その後、残像になりかけるほどダガーは何度も素早く振るわれるが、それを上回る速度で触手が生えていき、千日手となる。
さすがにまずいと判断したのか、女性は触手を足場に距離を取ろうと宙で身を翻すのだが。足場にしようとした触手のすぐ近くから再び触手が生え、足を拘束される。そうなればもはや女性に成す術はなく、仕舞には女性は全身を触手で拘束され、全身宙吊りとなった。
「女性を触手で宙吊りとか、エロゲじゃあるまいし」
その光景を見て、セレナは何やら物憂げな表情をする。
だが――
(セレナが思っていることは起きないだろうな。ここがコロッセオ内ということもあるが――)

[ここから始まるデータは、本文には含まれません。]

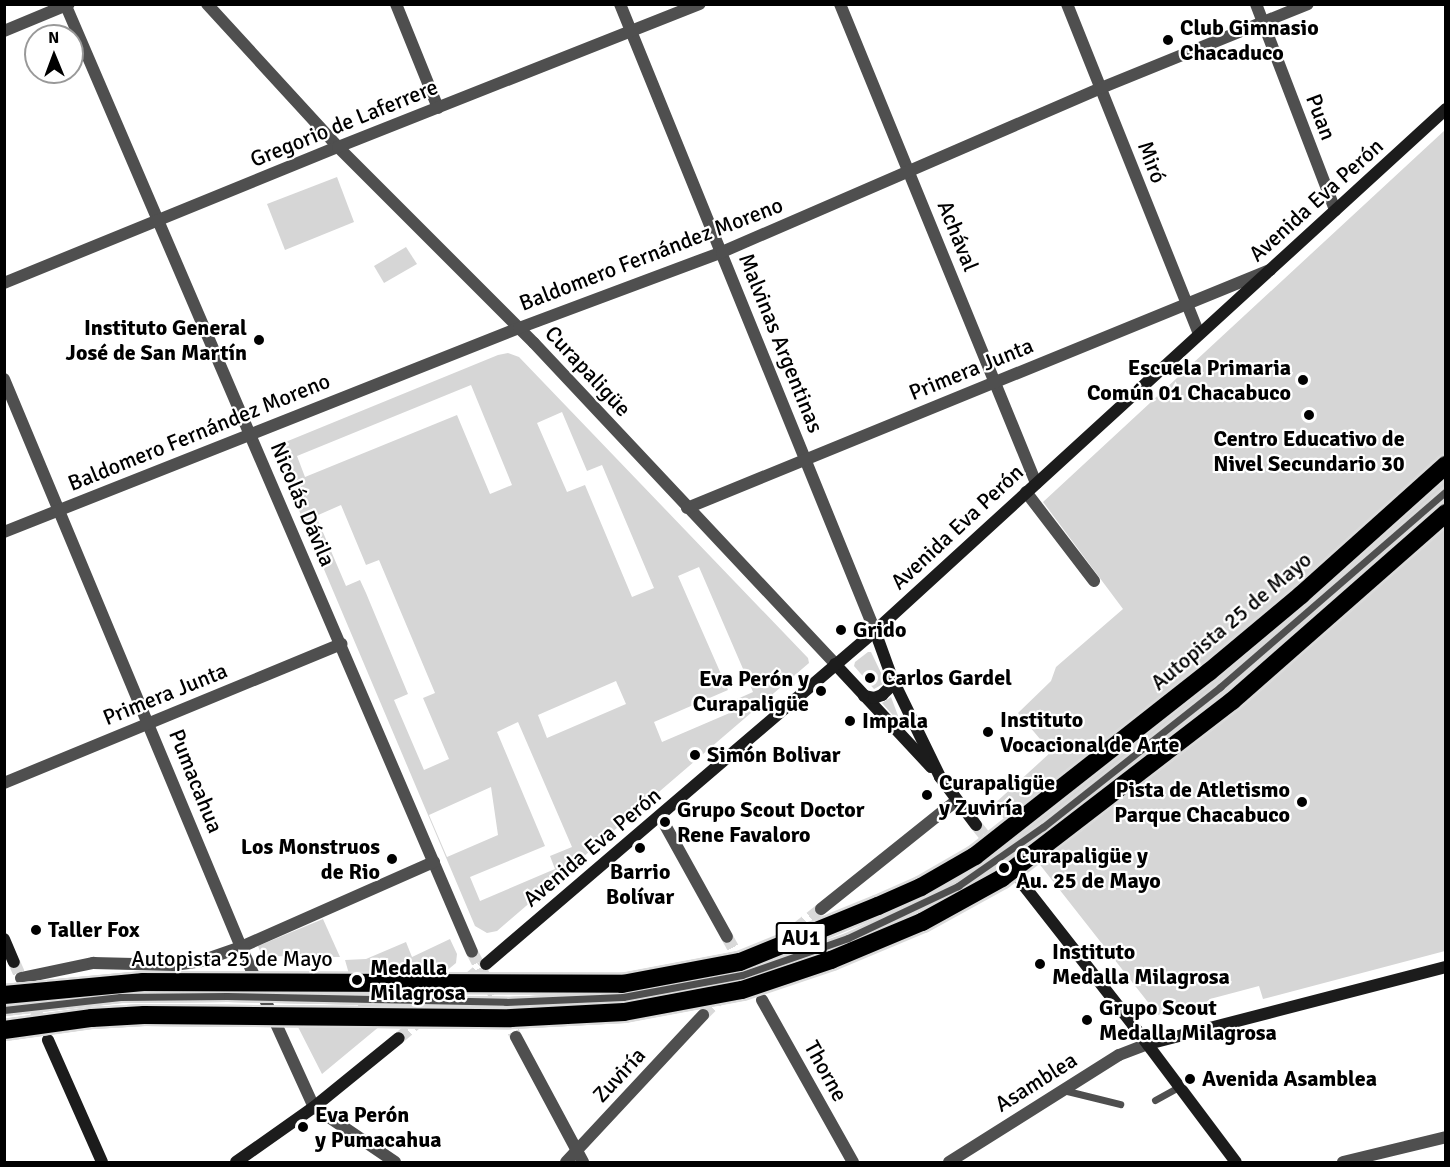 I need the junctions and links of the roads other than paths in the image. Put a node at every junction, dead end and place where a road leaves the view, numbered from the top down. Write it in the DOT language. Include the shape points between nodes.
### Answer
graph roads {
  1 [pos="207,4"];
  2 [pos="396,4"];
  3 [pos="620,4"];
  4 [pos="700,4"];
  5 [pos="840,4"];
  6 [pos="1067,4"];
  7 [pos="1256,4"];
  8 [pos="1308,4"];
  9 [pos="68,5"];
  10 [pos="1262,23"];
  11 [pos="4,31"];
  12 [pos="631,33"];
  13 [pos="1101,87"];
  14 [pos="438,108"];
  15 [pos="1446,109"];
  16 [pos="338,147"];
  17 [pos="910,170"];
  18 [pos="1335,210"];
  19 [pos="158,220"];
  20 [pos="722,252"];
  21 [pos="1271,269"];
  22 [pos="4,283"];
  23 [pos="1185,305"];
  24 [pos="519,328"];
  25 [pos="1199,334"];
  26 [pos="4,379"];
  27 [pos="993,383"];
  28 [pos="250,434"];
  29 [pos="805,460"];
  30 [pos="1446,465"];
  31 [pos="1036,483"];
  32 [pos="1446,491"];
  33 [pos="1026,492"];
  34 [pos="687,508"];
  35 [pos="59,510"];
  36 [pos="1446,513"];
  37 [pos="4,531"];
  38 [pos="1095,581"];
  39 [pos="875,631"];
  40 [pos="341,644"];
  41 [pos="836,664"];
  42 [pos="892,678"];
  43 [pos="864,696"];
  44 [pos="150,723"];
  45 [pos="940,777"];
  46 [pos="4,783"];
  47 [pos="957,800"];
  48 [pos="660,816"];
  49 [pos="976,825"];
  50 [pos="434,862"];
  51 [pos="1021,882"];
  52 [pos="820,909"];
  53 [pos="727,937"];
  54 [pos="4,939"];
  55 [pos="241,947"];
  56 [pos="472,952"];
  57 [pos="9,963"];
  58 [pos="486,964"];
  59 [pos="1446,968"];
  60 [pos="21,978"];
  61 [pos="4,996"];
  62 [pos="762,1000"];
  63 [pos="4,1010"];
  64 [pos="703,1015"];
  65 [pos="4,1030"];
  66 [pos="516,1037"];
  67 [pos="399,1038"];
  68 [pos="48,1040"];
  69 [pos="1148,1044"];
  70 [pos="1180,1086"];
  71 [pos="1063,1090"];
  72 [pos="1155,1100"];
  73 [pos="1120,1104"];
  74 [pos="314,1107"];
  75 [pos="1446,1137"];
  76 [pos="580,1157"];
  77 [pos="102,1162"];
  78 [pos="236,1162"];
  79 [pos="395,1162"];
  80 [pos="566,1162"];
  81 [pos="853,1162"];
  82 [pos="949,1162"];
  83 [pos="1236,1162"];
  84 [pos="1343,1162"];
  1 -- 16 [label="street, Curapaligüe"];
  2 -- 14 [label="street"];
  3 -- 12 [label="street, Malvinas Argentinas"];
  4 -- 12 [label="street, Gregorio de Laferrere"];
  5 -- 17 [label="street, Achával"];
  6 -- 13 [label="street, Miró"];
  7 -- 10 [label="street, Puan"];
  8 -- 10 [label="street, Baldomero Fernández Moreno"];
  9 -- 11 [label="street"];
  9 -- 19 [label="street, Nicolás Dávila"];
  10 -- 13 [label="street, Baldomero Fernández Moreno"];
  10 -- 18 [label="street, Puan"];
  12 -- 14 [label="street, Gregorio de Laferrere"];
  12 -- 20 [label="street, Malvinas Argentinas"];
  13 -- 17 [label="street, Baldomero Fernández Moreno"];
  13 -- 23 [label="street, Miró"];
  14 -- 16 [label="street, Gregorio de Laferrere"];
  15 -- 18 [label="main road, Avenida Eva Perón"];
  16 -- 19 [label="street, Gregorio de Laferrere"];
  16 -- 24 [label="street, Curapaligüe"];
  17 -- 20 [label="street, Baldomero Fernández Moreno"];
  17 -- 27 [label="street, Achával"];
  18 -- 21 [label="main road, Avenida Eva Perón"];
  19 -- 22 [label="street, Gregorio de Laferrere"];
  19 -- 28 [label="street, Nicolás Dávila"];
  20 -- 24 [label="street, Baldomero Fernández Moreno"];
  20 -- 29 [label="street, Malvinas Argentinas"];
  21 -- 23 [label="street, Primera Junta"];
  21 -- 25 [label="main road, Avenida Eva Perón"];
  23 -- 25 [label="street, Miró"];
  23 -- 27 [label="street, Primera Junta"];
  24 -- 28 [label="street, Baldomero Fernández Moreno"];
  24 -- 34 [label="street, Curapaligüe"];
  25 -- 31 [label="main road, Avenida Eva Perón"];
  26 -- 35 [label="street, Pumacahua"];
  27 -- 29 [label="street, Primera Junta"];
  27 -- 31 [label="street, Achával"];
  28 -- 35 [label="street, Baldomero Fernández Moreno"];
  28 -- 40 [label="street, Nicolás Dávila"];
  29 -- 34 [label="street, Primera Junta"];
  29 -- 39 [label="street, Malvinas Argentinas"];
  30 -- 61 [label="highway, Autopista 25 de Mayo / AU1, bridge" via="1209,672 975,856 921,887 740,962 622,984 143,982"];
  31 -- 33 [label="main road, Avenida Eva Perón"];
  32 -- 63 [label="lane, bridge" via="1220,687 1043,827 958,886 848,938 742,975 623,997 506,1002 120,997"];
  33 -- 38 [label="street"];
  33 -- 39 [label="main road, Avenida Eva Perón"];
  34 -- 41 [label="street, Curapaligüe"];
  35 -- 37 [label="street, Baldomero Fernández Moreno"];
  35 -- 44 [label="street, Pumacahua"];
  36 -- 65 [label="highway, AU1, bridge" via="1232,701 1002,878 922,922 831,960 742,990 624,1012 511,1018 144,1015"];
  39 -- 41 [label="main road, Avenida Eva Perón"];
  39 -- 42 [label="main road"];
  40 -- 44 [label="street, Primera Junta"];
  40 -- 50 [label="street, Nicolás Dávila"];
  41 -- 43 [label="main road"];
  41 -- 48 [label="main road, Avenida Eva Perón"];
  42 -- 43 [label="main road" via="882,695"];
  42 -- 45 [label="main road"];
  43 -- 45 [label="main road"];
  44 -- 46 [label="street, Primera Junta"];
  44 -- 55 [label="street, Pumacahua"];
  45 -- 47 [label="main road"];
  47 -- 49 [label="main road"];
  47 -- 52 [label="street"];
  48 -- 53 [label="street"];
  48 -- 58 [label="main road, Avenida Eva Perón"];
  50 -- 55 [label="street"];
  50 -- 56 [label="street, Nicolás Dávila"];
  51 -- 69 [label="main road"];
  54 -- 57 [label="main road"];
  55 -- 60 [label="street" via="174,965 93,963"];
  55 -- 74 [label="street, Pumacahua"];
  59 -- 69 [label="main road"];
  62 -- 81 [label="street, Thorne"];
  64 -- 76 [label="street, Zuviría"];
  66 -- 76 [label="street"];
  67 -- 74 [label="main road"];
  68 -- 77 [label="main road"];
  69 -- 70 [label="main road"];
  69 -- 71 [label="street, Asamblea" via="1119,1055"];
  70 -- 72 [label="lane"];
  70 -- 83 [label="main road"];
  71 -- 73 [label="lane"];
  71 -- 82 [label="street, Asamblea"];
  74 -- 78 [label="main road"];
  74 -- 79 [label="street"];
  75 -- 84 [label="street"];
  76 -- 80 [label="street, Zuviría"];
}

そう思っているとオーギュストはようやく動き出す。腕組を止めると軽く拍手をしながら女性に近づいていく。その際に口が動くのは見て取れるのだが、昨日一昨日同様、ほかの雑音が多く全く聞き取れない。
そして程よく近づくとオーギュストは片手を貫手の様な形にする。そして一言二言、口を動かすと、触手が貫手を覆い、硬質的に変化して刃のようになる。
そして女性もどうなるのか悟ったのか、目を瞑り、それを合図にオーギュストは女性の心臓を貫くのだった。
しばらくして女性の体が光となり、オーギュストの試合が終了した。